Reproduce the full listing exactly.

• Dataset
-------

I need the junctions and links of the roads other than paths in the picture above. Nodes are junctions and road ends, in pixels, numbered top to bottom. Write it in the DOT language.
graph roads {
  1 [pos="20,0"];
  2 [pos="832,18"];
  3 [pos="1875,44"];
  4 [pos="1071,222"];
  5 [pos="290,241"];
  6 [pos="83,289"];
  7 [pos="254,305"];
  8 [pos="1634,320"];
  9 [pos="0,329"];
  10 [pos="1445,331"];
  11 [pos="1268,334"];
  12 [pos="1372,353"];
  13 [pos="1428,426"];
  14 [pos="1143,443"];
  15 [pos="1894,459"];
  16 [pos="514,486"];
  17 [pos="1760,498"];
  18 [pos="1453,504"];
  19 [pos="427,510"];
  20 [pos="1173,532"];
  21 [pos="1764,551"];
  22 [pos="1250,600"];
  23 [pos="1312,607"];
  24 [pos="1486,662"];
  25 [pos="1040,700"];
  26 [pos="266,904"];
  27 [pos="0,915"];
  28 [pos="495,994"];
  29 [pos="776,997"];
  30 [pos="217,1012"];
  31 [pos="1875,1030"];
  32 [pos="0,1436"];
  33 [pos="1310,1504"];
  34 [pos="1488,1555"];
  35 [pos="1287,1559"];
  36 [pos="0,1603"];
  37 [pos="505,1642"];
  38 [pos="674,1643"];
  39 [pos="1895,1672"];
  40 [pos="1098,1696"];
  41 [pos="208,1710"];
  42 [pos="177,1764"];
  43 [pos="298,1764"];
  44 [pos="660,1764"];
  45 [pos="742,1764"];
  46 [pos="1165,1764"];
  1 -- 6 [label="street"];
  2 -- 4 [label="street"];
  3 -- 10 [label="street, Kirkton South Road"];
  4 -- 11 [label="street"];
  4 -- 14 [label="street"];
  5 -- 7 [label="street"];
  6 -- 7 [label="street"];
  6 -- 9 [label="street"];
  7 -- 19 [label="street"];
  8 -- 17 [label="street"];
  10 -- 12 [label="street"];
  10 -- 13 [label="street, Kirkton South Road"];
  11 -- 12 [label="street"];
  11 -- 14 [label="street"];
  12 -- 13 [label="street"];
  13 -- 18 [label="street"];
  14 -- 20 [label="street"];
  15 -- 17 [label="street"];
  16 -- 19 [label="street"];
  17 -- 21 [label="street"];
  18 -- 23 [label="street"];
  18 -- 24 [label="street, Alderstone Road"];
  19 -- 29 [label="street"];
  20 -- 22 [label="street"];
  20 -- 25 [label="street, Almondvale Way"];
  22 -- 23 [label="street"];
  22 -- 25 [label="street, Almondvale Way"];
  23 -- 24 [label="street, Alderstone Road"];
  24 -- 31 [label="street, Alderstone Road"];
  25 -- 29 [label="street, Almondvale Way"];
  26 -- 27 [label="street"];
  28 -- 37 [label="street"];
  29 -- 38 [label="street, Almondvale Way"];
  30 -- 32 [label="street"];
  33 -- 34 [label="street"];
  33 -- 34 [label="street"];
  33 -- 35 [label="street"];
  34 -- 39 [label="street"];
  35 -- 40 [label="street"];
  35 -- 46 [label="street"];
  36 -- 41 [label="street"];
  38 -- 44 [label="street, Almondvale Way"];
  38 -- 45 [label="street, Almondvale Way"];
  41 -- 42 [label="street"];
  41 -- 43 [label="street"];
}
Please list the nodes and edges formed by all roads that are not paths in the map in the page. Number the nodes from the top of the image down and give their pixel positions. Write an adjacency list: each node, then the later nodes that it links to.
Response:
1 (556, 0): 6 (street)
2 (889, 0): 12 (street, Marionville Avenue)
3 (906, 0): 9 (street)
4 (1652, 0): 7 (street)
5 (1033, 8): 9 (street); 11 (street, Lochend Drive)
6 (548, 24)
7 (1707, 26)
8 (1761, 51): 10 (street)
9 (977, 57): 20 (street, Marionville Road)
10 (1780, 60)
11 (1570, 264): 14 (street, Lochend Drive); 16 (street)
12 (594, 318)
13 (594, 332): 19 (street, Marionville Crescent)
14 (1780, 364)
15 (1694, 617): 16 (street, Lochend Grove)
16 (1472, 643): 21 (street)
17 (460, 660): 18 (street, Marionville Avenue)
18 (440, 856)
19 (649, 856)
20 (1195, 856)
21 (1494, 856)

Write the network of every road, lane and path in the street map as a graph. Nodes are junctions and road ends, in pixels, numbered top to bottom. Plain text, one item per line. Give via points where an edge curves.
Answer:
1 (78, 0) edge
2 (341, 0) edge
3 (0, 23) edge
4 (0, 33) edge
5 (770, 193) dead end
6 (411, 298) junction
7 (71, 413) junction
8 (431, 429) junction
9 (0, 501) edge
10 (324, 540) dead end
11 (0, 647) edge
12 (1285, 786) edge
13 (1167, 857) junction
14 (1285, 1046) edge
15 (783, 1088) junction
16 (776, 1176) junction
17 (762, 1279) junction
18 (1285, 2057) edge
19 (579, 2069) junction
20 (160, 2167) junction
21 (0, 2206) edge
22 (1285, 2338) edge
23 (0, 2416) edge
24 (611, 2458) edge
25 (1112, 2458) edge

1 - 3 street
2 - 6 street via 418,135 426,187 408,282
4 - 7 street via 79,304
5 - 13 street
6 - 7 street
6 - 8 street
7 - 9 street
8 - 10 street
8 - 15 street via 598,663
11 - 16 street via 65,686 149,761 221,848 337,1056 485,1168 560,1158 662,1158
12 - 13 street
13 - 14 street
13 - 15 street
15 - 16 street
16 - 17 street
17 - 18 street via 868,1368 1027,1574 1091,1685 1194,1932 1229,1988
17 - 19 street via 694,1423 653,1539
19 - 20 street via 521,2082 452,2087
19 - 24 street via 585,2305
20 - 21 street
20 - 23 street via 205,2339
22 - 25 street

-------

• Solution to the exercise
I need the junctions and links of the roads other than paths in the picture above. Nodes are junctions and road ends, in pixels, numbered top to bottom. Write it in the DOT language.
graph roads {
  1 [pos="20,0"];
  2 [pos="832,18"];
  3 [pos="1875,44"];
  4 [pos="1071,222"];
  5 [pos="290,241"];
  6 [pos="83,289"];
  7 [pos="254,305"];
  8 [pos="1634,320"];
  9 [pos="0,329"];
  10 [pos="1445,331"];
  11 [pos="1268,334"];
  12 [pos="1372,353"];
  13 [pos="1428,426"];
  14 [pos="1143,443"];
  15 [pos="1894,459"];
  16 [pos="514,486"];
  17 [pos="1760,498"];
  18 [pos="1453,504"];
  19 [pos="427,510"];
  20 [pos="1173,532"];
  21 [pos="1764,551"];
  22 [pos="1250,600"];
  23 [pos="1312,607"];
  24 [pos="1486,662"];
  25 [pos="1040,700"];
  26 [pos="266,904"];
  27 [pos="0,915"];
  28 [pos="495,994"];
  29 [pos="776,997"];
  30 [pos="217,1012"];
  31 [pos="1875,1030"];
  32 [pos="0,1436"];
  33 [pos="1310,1504"];
  34 [pos="1488,1555"];
  35 [pos="1287,1559"];
  36 [pos="0,1603"];
  37 [pos="505,1642"];
  38 [pos="674,1643"];
  39 [pos="1895,1672"];
  40 [pos="1098,1696"];
  41 [pos="208,1710"];
  42 [pos="177,1764"];
  43 [pos="298,1764"];
  44 [pos="660,1764"];
  45 [pos="742,1764"];
  46 [pos="1165,1764"];
  1 -- 6 [label="street"];
  2 -- 4 [label="street"];
  3 -- 10 [label="street, Kirkton South Road"];
  4 -- 11 [label="street"];
  4 -- 14 [label="street"];
  5 -- 7 [label="street"];
  6 -- 7 [label="street"];
  6 -- 9 [label="street"];
  7 -- 19 [label="street"];
  8 -- 17 [label="street"];
  10 -- 12 [label="street"];
  10 -- 13 [label="street, Kirkton South Road"];
  11 -- 12 [label="street"];
  11 -- 14 [label="street"];
  12 -- 13 [label="street"];
  13 -- 18 [label="street"];
  14 -- 20 [label="street"];
  15 -- 17 [label="street"];
  16 -- 19 [label="street"];
  17 -- 21 [label="street"];
  18 -- 23 [label="street"];
  18 -- 24 [label="street, Alderstone Road"];
  19 -- 29 [label="street"];
  20 -- 22 [label="street"];
  20 -- 25 [label="street, Almondvale Way"];
  22 -- 23 [label="street"];
  22 -- 25 [label="street, Almondvale Way"];
  23 -- 24 [label="street, Alderstone Road"];
  24 -- 31 [label="street, Alderstone Road"];
  25 -- 29 [label="street, Almondvale Way"];
  26 -- 27 [label="street"];
  28 -- 37 [label="street"];
  29 -- 38 [label="street, Almondvale Way"];
  30 -- 32 [label="street"];
  33 -- 34 [label="street"];
  33 -- 34 [label="street"];
  33 -- 35 [label="street"];
  34 -- 39 [label="street"];
  35 -- 40 [label="street"];
  35 -- 46 [label="street"];
  36 -- 41 [label="street"];
  38 -- 44 [label="street, Almondvale Way"];
  38 -- 45 [label="street, Almondvale Way"];
  41 -- 42 [label="street"];
  41 -- 43 [label="street"];
}
Please list the nodes and edges formed by all roads that are not paths in the map in the page. Number the nodes from the top of the image down and give their pixel positions. Write an adjacency list: each node, then the later nodes that it links to.
Response:
1 (556, 0): 6 (street)
2 (889, 0): 12 (street, Marionville Avenue)
3 (906, 0): 9 (street)
4 (1652, 0): 7 (street)
5 (1033, 8): 9 (street); 11 (street, Lochend Drive)
6 (548, 24)
7 (1707, 26)
8 (1761, 51): 10 (street)
9 (977, 57): 20 (street, Marionville Road)
10 (1780, 60)
11 (1570, 264): 14 (street, Lochend Drive); 16 (street)
12 (594, 318)
13 (594, 332): 19 (street, Marionville Crescent)
14 (1780, 364)
15 (1694, 617): 16 (street, Lochend Grove)
16 (1472, 643): 21 (street)
17 (460, 660): 18 (street, Marionville Avenue)
18 (440, 856)
19 (649, 856)
20 (1195, 856)
21 (1494, 856)

Write the network of every road, lane and path in the street map as a graph. Nodes are junctions and road ends, in pixels, numbered top to bottom. Plain text, one item per line. Give via points where an edge curves.
Answer:
1 (78, 0) edge
2 (341, 0) edge
3 (0, 23) edge
4 (0, 33) edge
5 (770, 193) dead end
6 (411, 298) junction
7 (71, 413) junction
8 (431, 429) junction
9 (0, 501) edge
10 (324, 540) dead end
11 (0, 647) edge
12 (1285, 786) edge
13 (1167, 857) junction
14 (1285, 1046) edge
15 (783, 1088) junction
16 (776, 1176) junction
17 (762, 1279) junction
18 (1285, 2057) edge
19 (579, 2069) junction
20 (160, 2167) junction
21 (0, 2206) edge
22 (1285, 2338) edge
23 (0, 2416) edge
24 (611, 2458) edge
25 (1112, 2458) edge

1 - 3 street
2 - 6 street via 418,135 426,187 408,282
4 - 7 street via 79,304
5 - 13 street
6 - 7 street
6 - 8 street
7 - 9 street
8 - 10 street
8 - 15 street via 598,663
11 - 16 street via 65,686 149,761 221,848 337,1056 485,1168 560,1158 662,1158
12 - 13 street
13 - 14 street
13 - 15 street
15 - 16 street
16 - 17 street
17 - 18 street via 868,1368 1027,1574 1091,1685 1194,1932 1229,1988
17 - 19 street via 694,1423 653,1539
19 - 20 street via 521,2082 452,2087
19 - 24 street via 585,2305
20 - 21 street
20 - 23 street via 205,2339
22 - 25 street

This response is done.